Search the records below for the word "Answer", then return every line where it appears.

-- DATA follows --

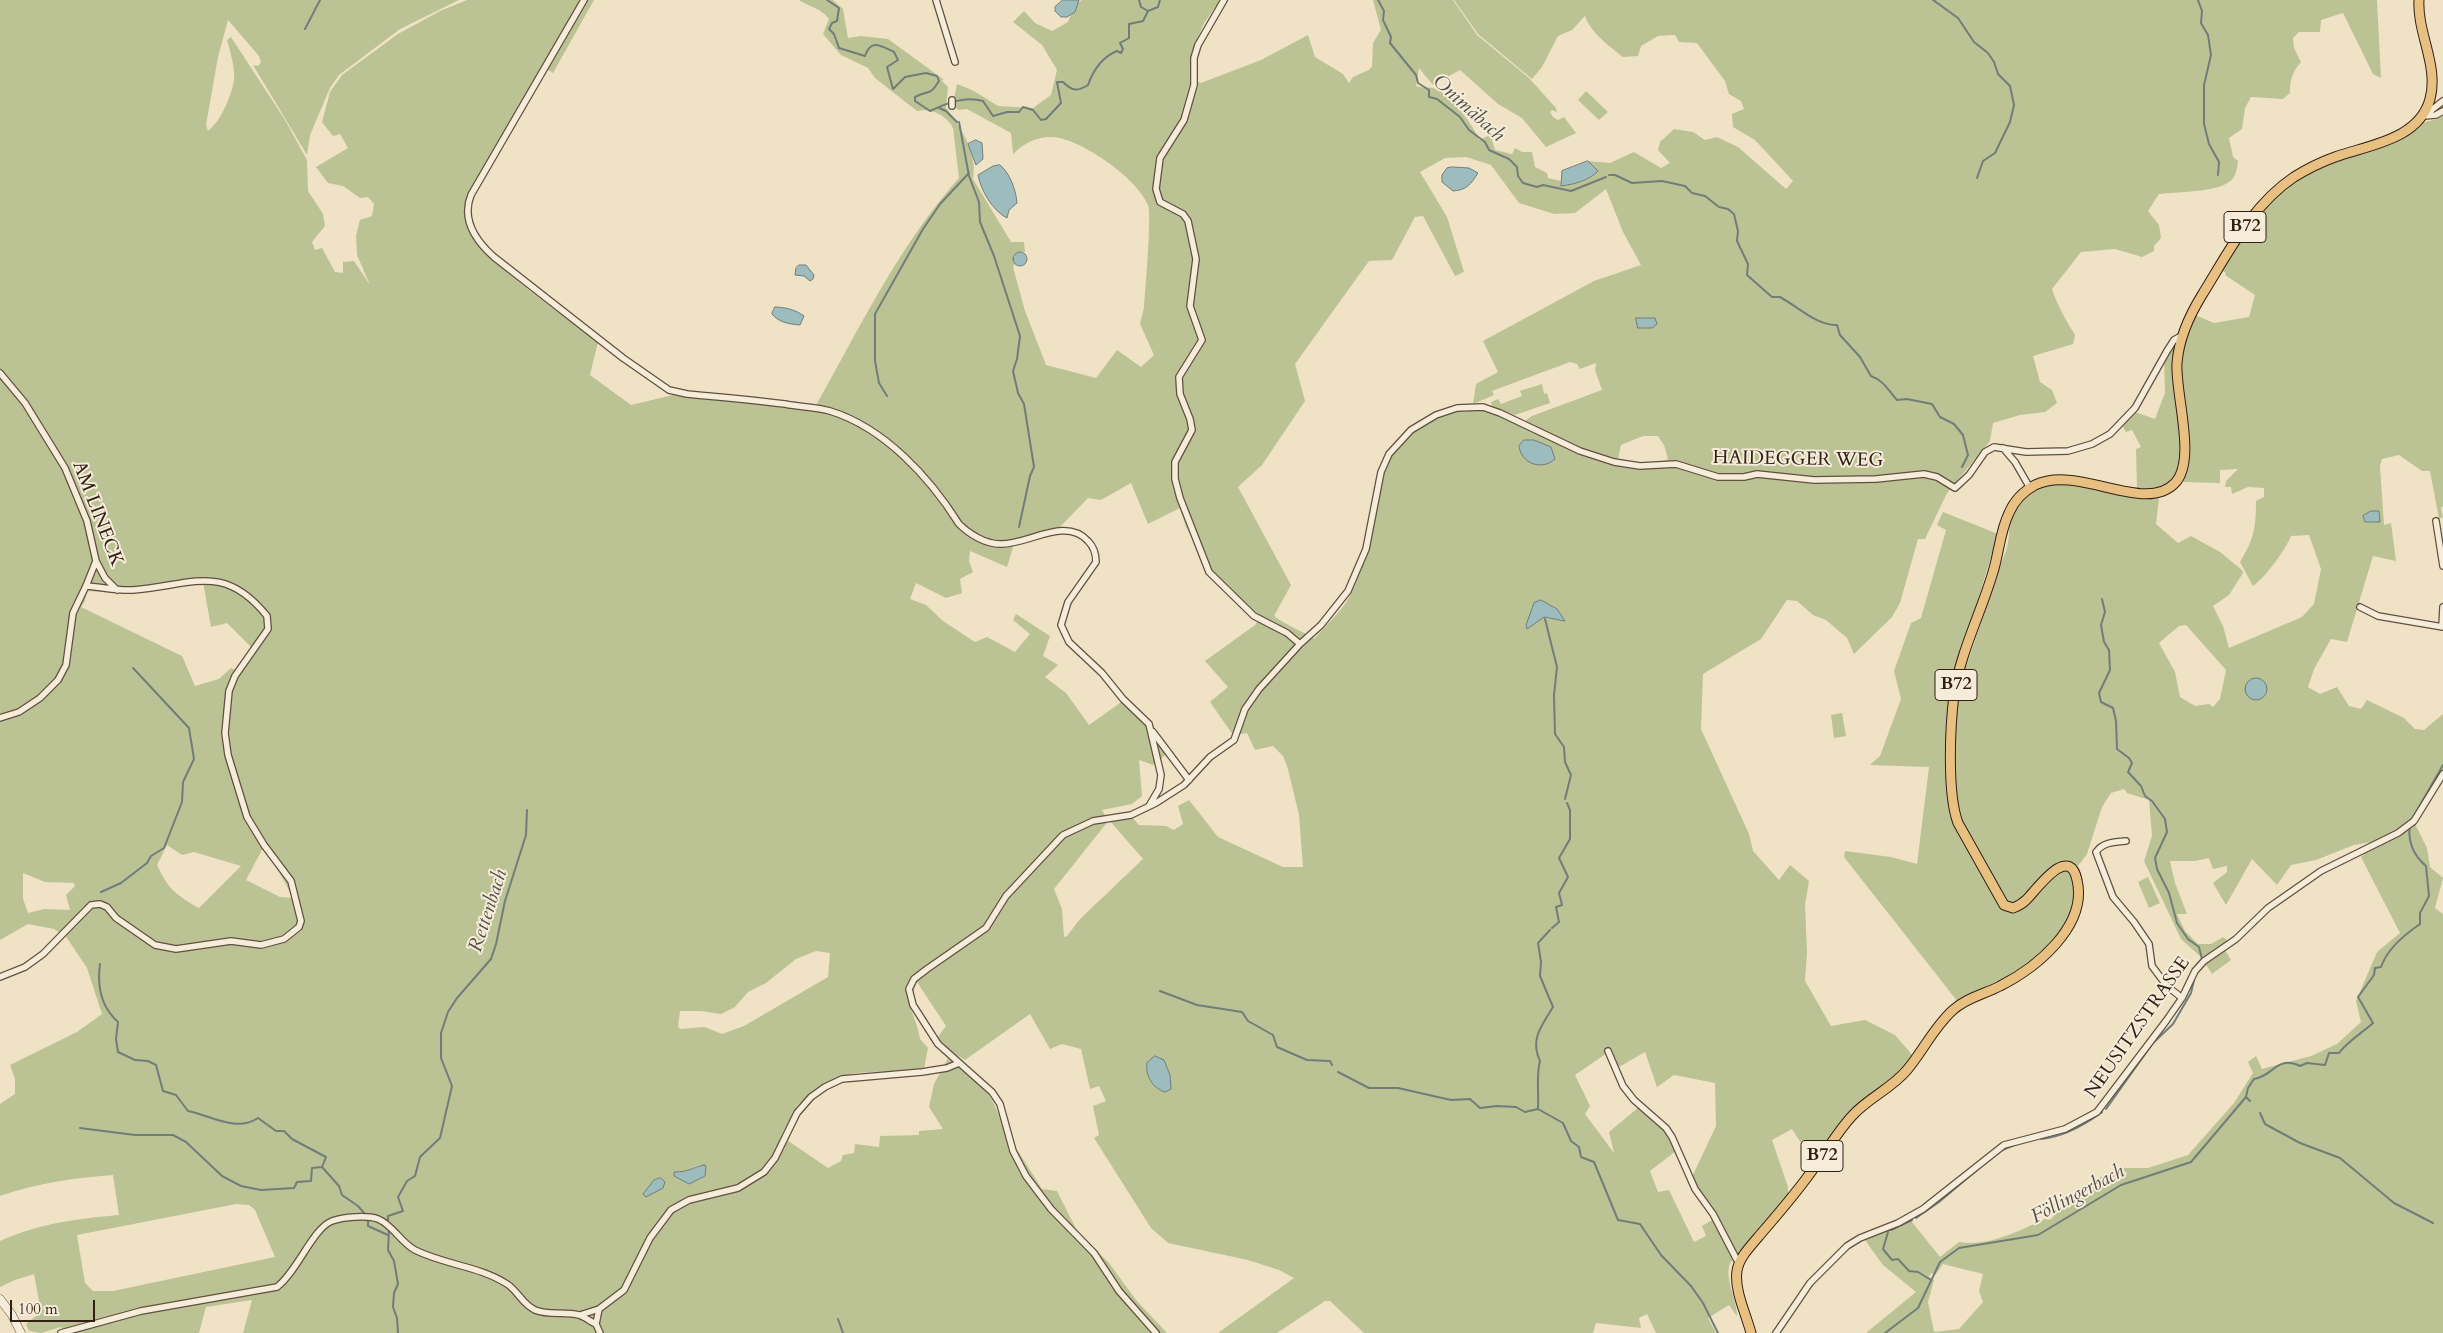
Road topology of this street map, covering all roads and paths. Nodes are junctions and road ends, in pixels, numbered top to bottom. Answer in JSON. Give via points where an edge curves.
{"nodes":[{"id":1,"x":584,"y":0,"type":"edge"},
{"id":2,"x":936,"y":0,"type":"edge"},
{"id":3,"x":1224,"y":0,"type":"edge"},
{"id":4,"x":2419,"y":0,"type":"edge"},
{"id":5,"x":955,"y":62,"type":"dead end"},
{"id":6,"x":2443,"y":101,"type":"edge"},
{"id":7,"x":2443,"y":111,"type":"edge"},
{"id":8,"x":2424,"y":116,"type":"junction"},
{"id":9,"x":2182,"y":335,"type":"junction"},
{"id":10,"x":0,"y":373,"type":"edge"},
{"id":11,"x":2003,"y":448,"type":"junction"},
{"id":12,"x":2030,"y":488,"type":"junction"},
{"id":13,"x":2436,"y":521,"type":"dead end"},
{"id":14,"x":96,"y":560,"type":"junction"},
{"id":15,"x":2443,"y":566,"type":"edge"},
{"id":16,"x":86,"y":586,"type":"junction"},
{"id":17,"x":117,"y":590,"type":"junction"},
{"id":18,"x":2443,"y":606,"type":"edge"},
{"id":19,"x":2360,"y":608,"type":"dead end"},
{"id":20,"x":2442,"y":627,"type":"edge"},
{"id":21,"x":1300,"y":644,"type":"junction"},
{"id":22,"x":0,"y":718,"type":"edge"},
{"id":23,"x":1152,"y":731,"type":"junction"},
{"id":24,"x":2443,"y":774,"type":"edge"},
{"id":25,"x":1189,"y":780,"type":"junction"},
{"id":26,"x":1149,"y":806,"type":"junction"},
{"id":27,"x":2126,"y":841,"type":"dead end"},
{"id":28,"x":0,"y":978,"type":"edge"},
{"id":29,"x":2182,"y":998,"type":"junction"},
{"id":30,"x":1608,"y":1051,"type":"dead end"},
{"id":31,"x":959,"y":1063,"type":"junction"},
{"id":32,"x":1739,"y":1264,"type":"junction"},
{"id":33,"x":0,"y":1299,"type":"edge"},
{"id":34,"x":599,"y":1309,"type":"junction"},
{"id":35,"x":580,"y":1315,"type":"junction"},
{"id":36,"x":596,"y":1324,"type":"junction"},
{"id":37,"x":21,"y":1333,"type":"edge"},
{"id":38,"x":61,"y":1333,"type":"edge"},
{"id":39,"x":600,"y":1333,"type":"edge"},
{"id":40,"x":1156,"y":1333,"type":"edge"},
{"id":41,"x":1751,"y":1333,"type":"edge"},
{"id":42,"x":1776,"y":1333,"type":"edge"}],
"edges":[{"from":1,"to":23,"type":"street","via":[[470,195],[467,210],[472,232],[483,246],[618,355],[670,390],[830,411],[879,436],[905,457],[928,480],[965,530],[998,544],[1063,530],[1076,533],[1092,544],[1096,562],[1066,606],[1062,618],[1063,632],[1146,720]]},
{"from":2,"to":5,"type":"street"},
{"from":3,"to":21,"type":"street","via":[[1198,45],[1194,58],[1194,85],[1184,120],[1163,153],[1157,176],[1160,202],[1183,214],[1188,221],[1196,259],[1190,306],[1202,333],[1202,340],[1179,377],[1180,394],[1192,430],[1175,462],[1175,479],[1209,572],[1254,616],[1287,633]]},
{"from":4,"to":8,"type":"main road","via":[[2432,81]]},
{"from":6,"to":8,"type":"street"},
{"from":7,"to":8,"type":"street"},
{"from":8,"to":9,"type":"main road","number":"B72","via":[[2397,136],[2319,164],[2281,186],[2242,231],[2193,310]]},
{"from":9,"to":11,"type":"street","via":[[2167,350],[2135,408],[2104,437],[2083,448],[2068,451],[2026,452]]},
{"from":9,"to":12,"type":"main road","number":"B72","via":[[2177,374],[2185,452],[2183,469],[2174,485],[2157,493],[2140,494],[2065,478]]},
{"from":10,"to":14,"type":"street","name":"AM LINECK","via":[[24,403],[65,468],[87,522]]},
{"from":11,"to":12,"type":"street"},
{"from":11,"to":21,"type":"street","name":"HAIDEGGER WEG","via":[[1994,447],[1985,452],[1955,488],[1937,477],[1924,474],[1814,480],[1757,474],[1718,477],[1676,464],[1640,466],[1614,462],[1580,451],[1483,407],[1458,408],[1418,424],[1389,454],[1381,472],[1366,549],[1354,581],[1332,612]]},
{"from":12,"to":32,"type":"main road","number":"B72","via":[[2008,514],[1960,671],[1954,700],[1952,800],[1958,823],[2004,905],[2013,908],[2021,904],[2048,874],[2066,867],[2074,872],[2078,881],[2074,913],[2046,955],[2002,985],[1956,1008],[1906,1071],[1851,1117]]},
{"from":13,"to":15,"type":"street"},
{"from":14,"to":16,"type":"street"},
{"from":14,"to":17,"type":"street","name":"AM LINECK","via":[[104,578]]},
{"from":16,"to":17,"type":"street"},
{"from":16,"to":22,"type":"street","via":[[70,621],[66,665],[58,680],[19,712]]},
{"from":17,"to":28,"type":"street","via":[[209,580],[246,596],[267,616],[268,629],[229,690],[225,733],[228,755],[247,817],[291,881],[301,921],[299,927],[284,939],[261,945],[231,941],[176,949],[155,945],[116,918],[107,907],[91,904],[43,954],[25,967]]},
{"from":18,"to":20,"type":"street"},
{"from":19,"to":20,"type":"street","via":[[2378,616]]},
{"from":21,"to":25,"type":"street","name":"HAIDEGGER WEG","via":[[1249,702],[1234,740],[1210,757]]},
{"from":23,"to":25,"type":"street"},
{"from":23,"to":26,"type":"street","via":[[1161,775],[1159,789]]},
{"from":24,"to":29,"type":"street","name":"NEUSITZSTRASSE","via":[[2414,821],[2321,870],[2268,908],[2236,939],[2204,961],[2195,971]]},
{"from":25,"to":26,"type":"street","name":"HAIDEGGER WEG"},
{"from":26,"to":31,"type":"street","name":"HAIDEGGER WEG","via":[[1131,815],[1093,821],[1063,835],[1006,896],[986,928],[914,980],[909,989],[913,1005],[938,1044]]},
{"from":27,"to":29,"type":"street","via":[[2099,847],[2096,852],[2098,862],[2113,897],[2149,944],[2152,966],[2167,986]]},
{"from":29,"to":42,"type":"street","name":"NEUSITZSTRASSE","via":[[2097,1112],[2065,1129],[2004,1145],[1924,1209],[1847,1246],[1810,1283]]},
{"from":30,"to":32,"type":"street","via":[[1623,1086],[1672,1137],[1695,1189],[1713,1214]]},
{"from":31,"to":34,"type":"street","via":[[922,1072],[842,1079],[825,1087],[797,1113],[775,1158],[764,1172],[738,1188],[689,1200],[671,1210],[650,1238],[624,1290]]},
{"from":31,"to":40,"type":"street","name":"HAIDEGGER WEG","via":[[981,1080],[1000,1104],[1013,1151],[1030,1182],[1064,1224],[1094,1253],[1119,1290]]},
{"from":32,"to":41,"type":"main road","via":[[1737,1284]]},
{"from":33,"to":37,"type":"street"},
{"from":34,"to":35,"type":"street"},
{"from":34,"to":36,"type":"street"},
{"from":35,"to":36,"type":"street"},
{"from":35,"to":38,"type":"street","via":[[537,1311],[527,1306],[508,1285],[475,1269],[436,1260],[412,1249],[384,1223],[369,1218],[340,1219],[327,1223],[289,1276],[277,1287],[141,1311]]},
{"from":36,"to":39,"type":"street"}]}
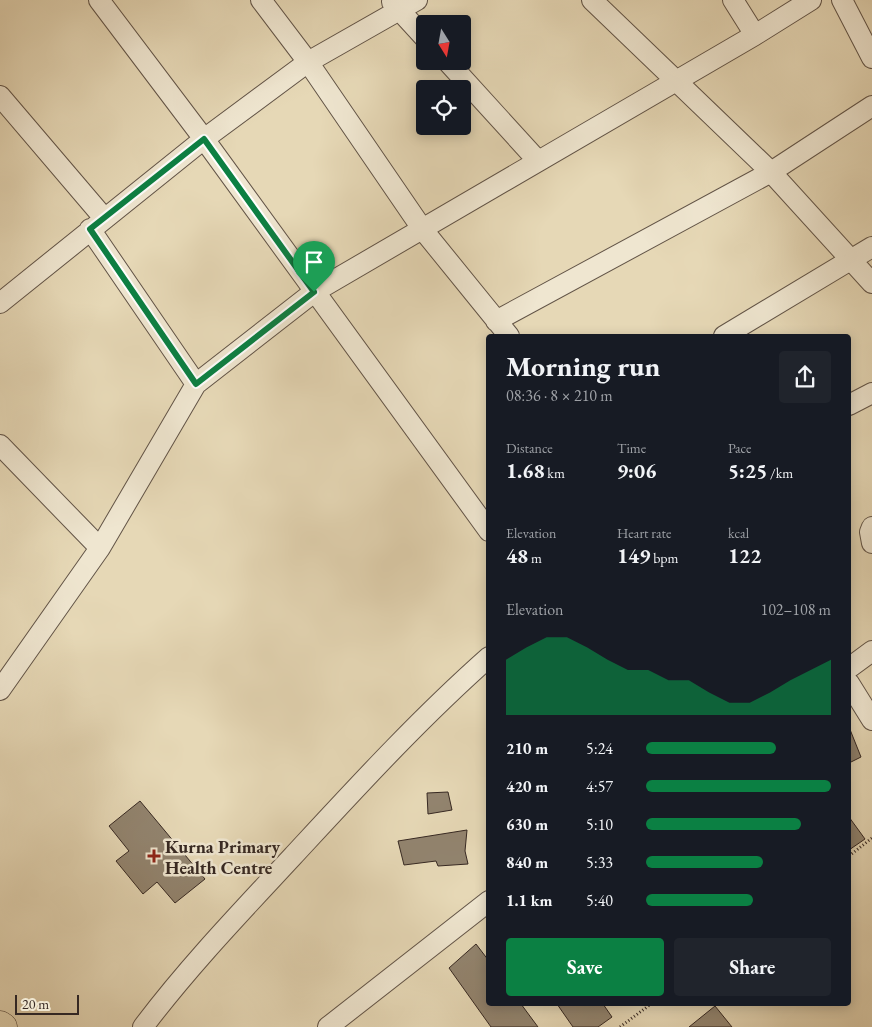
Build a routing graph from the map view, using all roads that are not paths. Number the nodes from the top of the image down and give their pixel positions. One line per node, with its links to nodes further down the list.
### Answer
1 (99, 0): 17 (street)
2 (261, 0): 12 (street)
3 (417, 0): 8 (street)
4 (592, 0): 14 (street)
5 (733, 0): 10 (street)
6 (811, 0): 10 (street)
7 (842, 0): 11 (street)
8 (395, 5): 9 (street); 12 (street)
9 (416, 28)
10 (755, 35): 14 (street)
11 (872, 58)
12 (308, 62): 17 (street); 21 (street)
13 (455, 70): 18 (street)
14 (677, 80): 18 (street); 19 (street)
15 (0, 96): 20 (street)
16 (872, 106): 19 (street)
17 (204, 139): 20 (street); 25 (street)
18 (538, 161): 21 (street)
19 (771, 172): 23 (street); 27 (street)
20 (97, 223): 26 (street); 30 (street)
21 (423, 230): 25 (street); 27 (street)
22 (872, 247): 23 (street)
23 (850, 260): 24 (street); 29 (street)
24 (872, 283)
25 (314, 292): 30 (street); 34 (street)
26 (0, 303)
27 (496, 321): 28 (street)
28 (507, 334)
29 (727, 334)
30 (196, 384): 37 (street)
31 (872, 392): 32 (street)
32 (851, 404)
33 (0, 445): 37 (street)
34 (486, 527)
35 (872, 527): 36 (street)
36 (872, 543)
37 (100, 548): 42 (street)
38 (872, 651): 40 (street)
39 (486, 659): 45 (street)
40 (851, 667)
41 (851, 686): 43 (street)
42 (0, 690)
43 (872, 720)
44 (486, 903): 46 (street)
45 (143, 1027)
46 (328, 1027)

-- DATA concluded --

> SOLVED PROBLEM:
Road topology of this street map, covering all roads and paths. Nodes are junctions and road ends, in pixels, numbered top to bottom. Answer in JSON. Give via points where an edge curves.
### Answer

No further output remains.